- Authentication
public interface AuthenticationManager {
Authentication authenticate(Authentication authentication)
throws AuthenticationException;
}
- Authorization, AKA: Access Control
The main strategy interface for authentication is AuthenticationManager, which has only one method:
public interface AuthenticationManager {
Authentication authenticate(Authentication authentication)
throws AuthenticationException;
}
- An AuthenticationManager can do one of 3 things in its authenticate() method:
-
Return an Authentication (normally with authenticated=true), if input represents a valid principal.
-
Throw an AuthenticationException (which is a runtime exception.) if input represents an invalid principal.
-
Return null if it cannot decide.
- The most commonly used implementation of AuthenticationManager is ProviderManager, which delegates to a chain of AuthenticationProvider instances.
- An AuthenticationProvider is a bit like an AuthenticationManager, but it has an extra method to allow the caller to query whether it supports a given Authentication type:
public interface AuthenticationProvider {
Authentication authenticate(Authentication authentication)
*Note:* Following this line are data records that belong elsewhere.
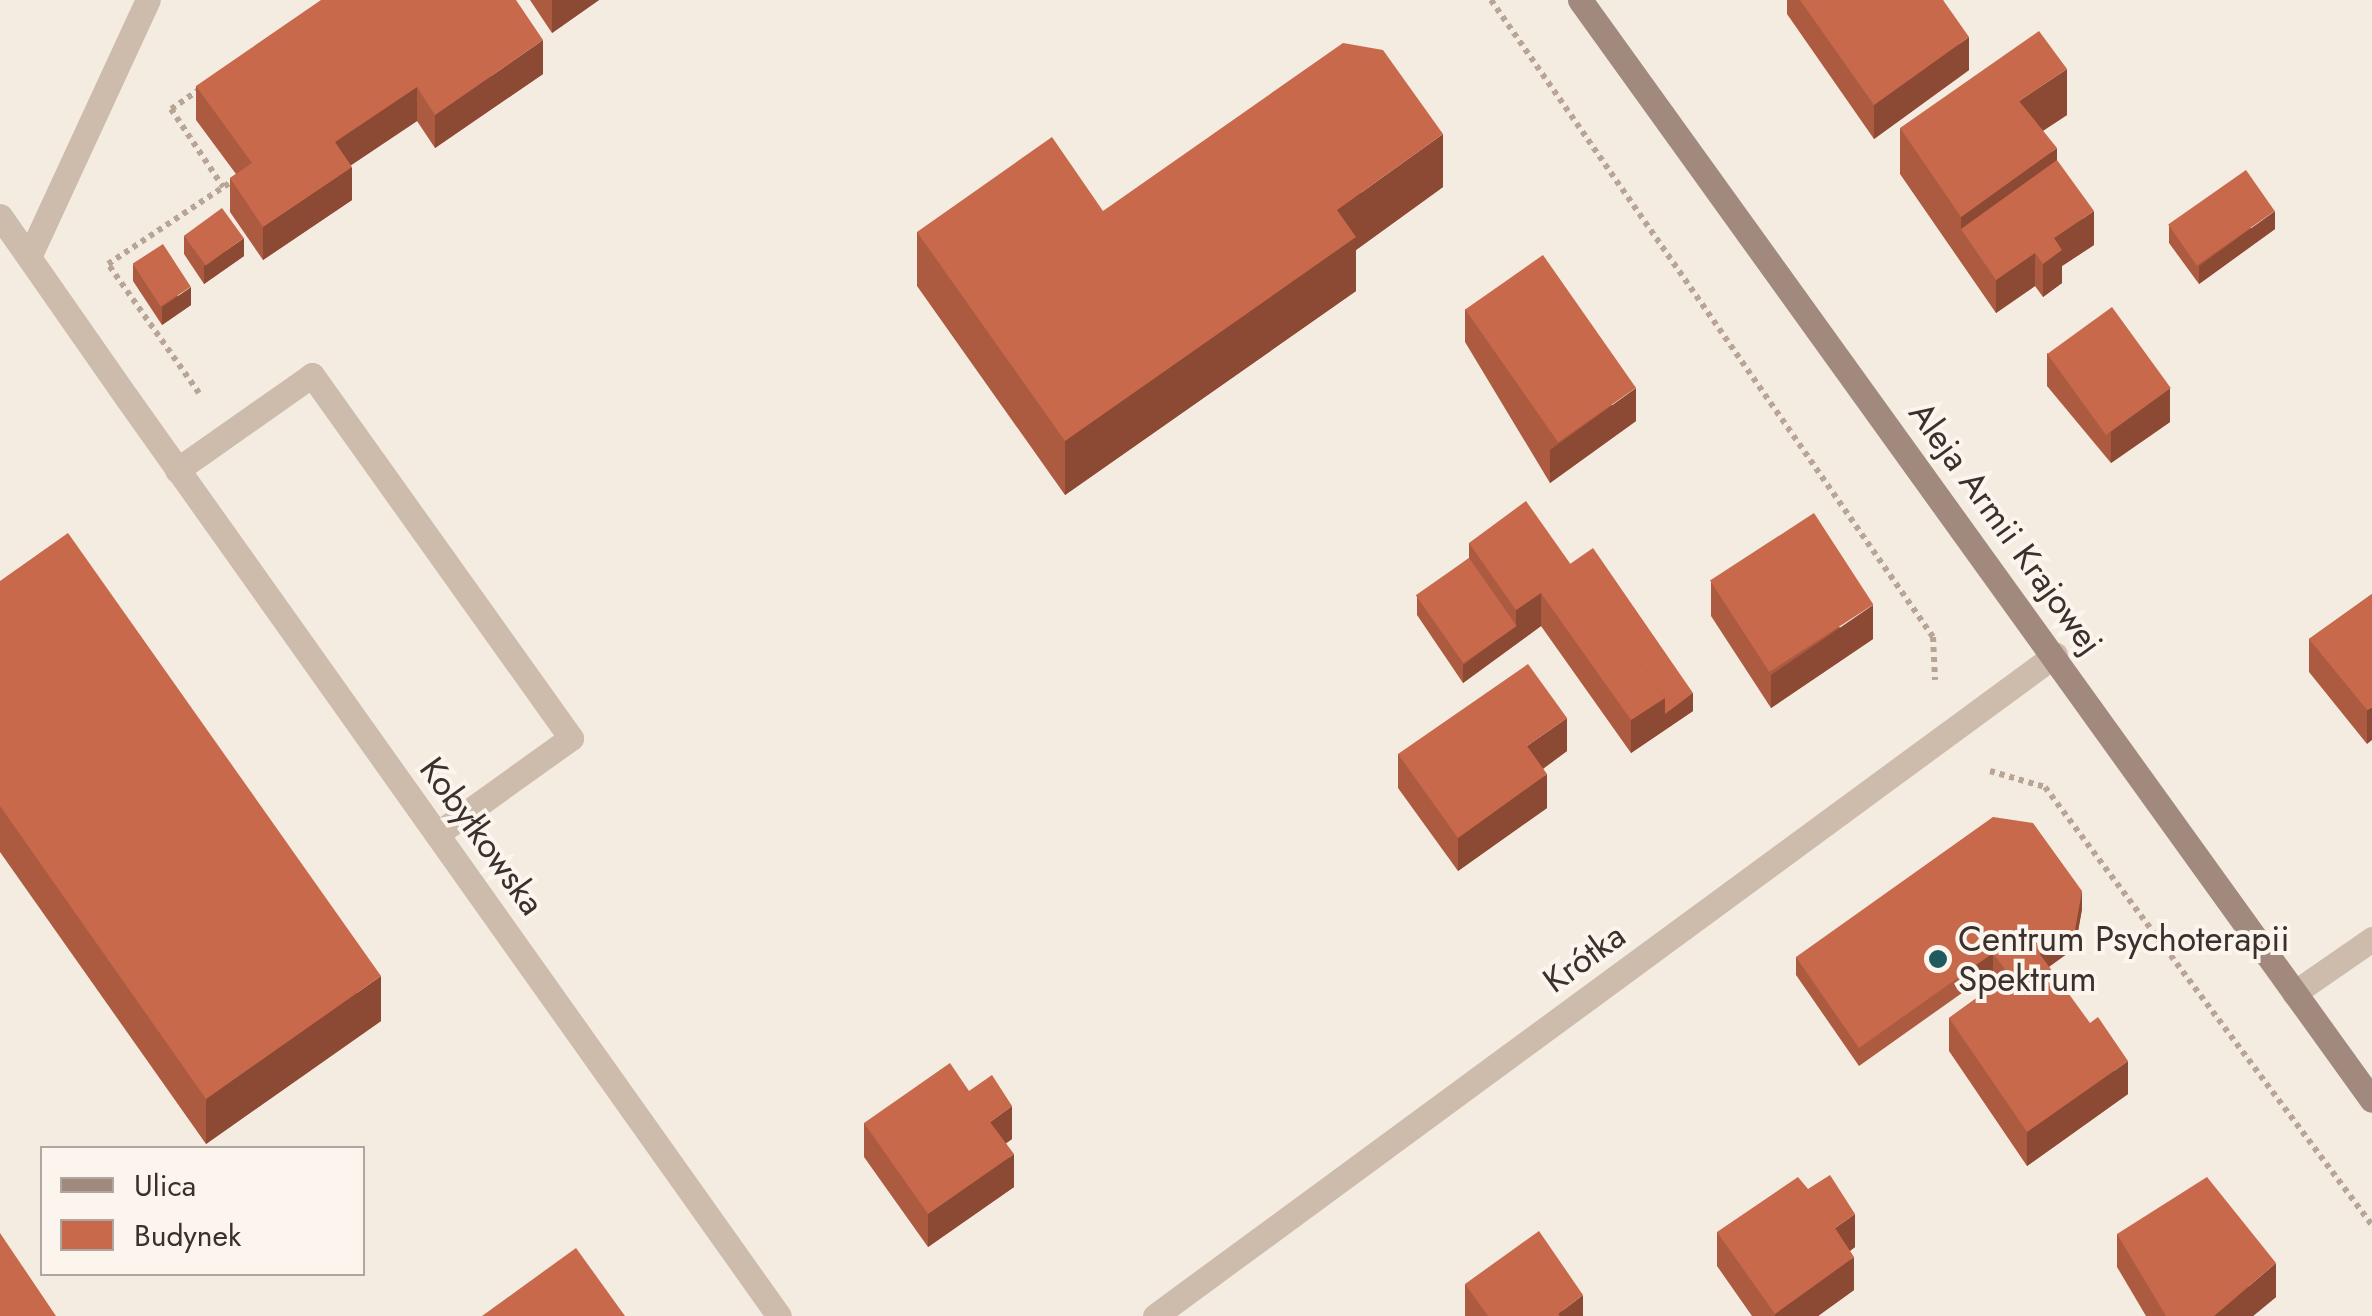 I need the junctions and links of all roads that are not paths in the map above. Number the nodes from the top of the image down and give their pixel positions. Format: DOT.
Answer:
graph roads {
  1 [pos="148,0"];
  2 [pos="1580,0"];
  3 [pos="0,216"];
  4 [pos="28,257"];
  5 [pos="178,470"];
  6 [pos="2055,655"];
  7 [pos="437,834"];
  8 [pos="2372,939"];
  9 [pos="2294,992"];
  10 [pos="2372,1100"];
  11 [pos="779,1316"];
  12 [pos="1154,1316"];
  1 -- 4 [label="street"];
  2 -- 6 [label="street, Aleja Armii Krajowej"];
  3 -- 4 [label="street, Kobyłkowska"];
  4 -- 5 [label="street, Kobyłkowska"];
  5 -- 7 [label="street, Kobyłkowska"];
  5 -- 7 [label="street"];
  6 -- 9 [label="street, Aleja Armii Krajowej"];
  6 -- 12 [label="street, Krótka"];
  7 -- 11 [label="street, Kobyłkowska"];
  8 -- 9 [label="street"];
  9 -- 10 [label="street, Aleja Armii Krajowej"];
}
throws AuthenticationException;
boolean supports(Class<?> authentication);
}
- The most commonly used configuration helper is the AuthenticationManagerBuilder.
@Configuration
public class ApplicationSecurity extends WebSecurityConfigurerAdapter {
... // web stuff here
@Autowired
public void initialize(AuthenticationManagerBuilder builder, DataSource dataSource) {
builder.jdbcAuthentication().dataSource(dataSource).withUser("dave")
.password("secret").roles("USER");
}
}
- The AuthenticationManagerBuilder is @Autowired into a method in a @Bean.
@Configuration
public class ApplicationSecurity extends WebSecurityConfigurerAdapter {
@Autowired
DataSource dataSource;
... // web stuff here
@Override
public void configure(AuthenticationManagerBuilder builder) {
builder.jdbcAuthentication().dataSource(dataSource).withUser("dave")
.password("secret").roles("USER");
}
}
- If we had used an @Override of a method in the configurer, the AuthenticationManagerBuilder would be used only to build a “local” AuthenticationManager, which would be a child of the global one.
- In a Spring Boot application, you can @Autowired the global one into another bean, but you cannot do that with the local one unless you explicitly expose it yourself.
- The core Authorization is AccessDecisionManager.
- There are three implementations provided by the framework and all three delegate to a chain of AccessDecisionVoter instances.
The typical layering of the handlers for a single HTTP request:
-
The client sends a request to the application, and the container decides which filters and which servlet apply to it based on the path of the request URI.
-
At most, one servlet can handle a single request, but filters form a chain, so they are ordered.
-
The order of the filter chain is very important, and Spring Boot manages it through two mechanisms: @Beans of type Filter can have an @Order or implement Ordered, and they can be part of a FilterRegistrationBean that itself has an order as part of its API.
-
In a Spring Boot application, the security filter is a @Bean in the ApplicationContext, and it is installed by default so that it is applied to every request.